Court rules 4th Amendment applies to cell phone privacy

Elizabeth Slattery --- The Daily Signal 

Today the U.S. Supreme Court held that the Fourth Amendment requires police to obtain a warrant before searching the digital contents of cell phones taken from people who have been arrested.

The Fourth Amendment protects the right of the people against unreasonable searches and seizures. The Constitution generally requires police to obtain a warrant from a neutral magistrate supported by probable cause describing with particularity what they want to search. There are exceptions to this requirement, but the Court declined to broaden the search-incident-to-arrest exception today. Under this exception, officers may conduct warrantless searches of an arrestee to protect the officer from harm and to preserve evidence. These limited searches extend only to the arrestee’s body (e.g., his pockets) and the area within his immediate reach, including containers.

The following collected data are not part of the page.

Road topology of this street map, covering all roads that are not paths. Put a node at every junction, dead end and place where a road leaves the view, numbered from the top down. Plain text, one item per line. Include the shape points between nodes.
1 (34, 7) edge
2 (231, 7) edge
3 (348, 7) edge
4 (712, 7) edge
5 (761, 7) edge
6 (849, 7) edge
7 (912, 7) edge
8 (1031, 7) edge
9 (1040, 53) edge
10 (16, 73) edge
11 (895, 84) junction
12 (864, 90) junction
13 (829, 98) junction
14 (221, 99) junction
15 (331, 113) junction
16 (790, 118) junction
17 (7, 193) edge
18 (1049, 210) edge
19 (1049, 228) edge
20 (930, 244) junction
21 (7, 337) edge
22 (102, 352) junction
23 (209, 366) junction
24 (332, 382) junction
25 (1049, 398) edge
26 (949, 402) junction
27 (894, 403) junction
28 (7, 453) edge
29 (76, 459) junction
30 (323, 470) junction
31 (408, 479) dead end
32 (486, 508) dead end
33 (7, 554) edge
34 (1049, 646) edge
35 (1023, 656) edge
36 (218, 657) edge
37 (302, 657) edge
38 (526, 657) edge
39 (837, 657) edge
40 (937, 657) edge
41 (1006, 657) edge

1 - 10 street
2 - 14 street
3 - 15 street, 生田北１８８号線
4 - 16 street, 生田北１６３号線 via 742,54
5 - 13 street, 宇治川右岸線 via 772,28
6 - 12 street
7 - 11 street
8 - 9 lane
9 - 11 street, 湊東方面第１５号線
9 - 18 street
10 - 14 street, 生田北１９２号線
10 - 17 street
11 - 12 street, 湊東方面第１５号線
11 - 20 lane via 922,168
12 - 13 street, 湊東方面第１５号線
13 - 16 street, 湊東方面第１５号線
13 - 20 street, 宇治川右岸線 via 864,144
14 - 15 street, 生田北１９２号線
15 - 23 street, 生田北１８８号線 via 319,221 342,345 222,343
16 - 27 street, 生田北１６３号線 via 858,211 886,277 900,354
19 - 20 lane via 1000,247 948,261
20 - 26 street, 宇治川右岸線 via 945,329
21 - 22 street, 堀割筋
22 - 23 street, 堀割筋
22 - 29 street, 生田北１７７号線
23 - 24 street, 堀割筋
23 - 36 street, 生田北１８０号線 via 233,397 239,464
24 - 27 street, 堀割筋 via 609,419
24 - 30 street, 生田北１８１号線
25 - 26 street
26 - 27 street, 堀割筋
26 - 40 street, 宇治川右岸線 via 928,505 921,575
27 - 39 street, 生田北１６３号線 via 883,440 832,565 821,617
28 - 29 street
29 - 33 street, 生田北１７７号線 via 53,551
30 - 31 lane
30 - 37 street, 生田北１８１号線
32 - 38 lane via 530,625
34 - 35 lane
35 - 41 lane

As the Court recognized, “searches” today look quite different from the ones conducted when the Fourth Amendment was adopted. Starting from the premise that cell phones have become “such a pervasive and insistent part of daily life that the proverbial visitor from Mars might conclude they were an important feature of human anatomy,” the Court concluded that the search-incident-to-arrest exception does not apply to cell phone searches. Lumping together the search of an arrestee’s pocket’s with a search of his cell phone, the Court reasoned, “is like saying that a ride on horseback is materially indistinguishable from a flight to the moon.”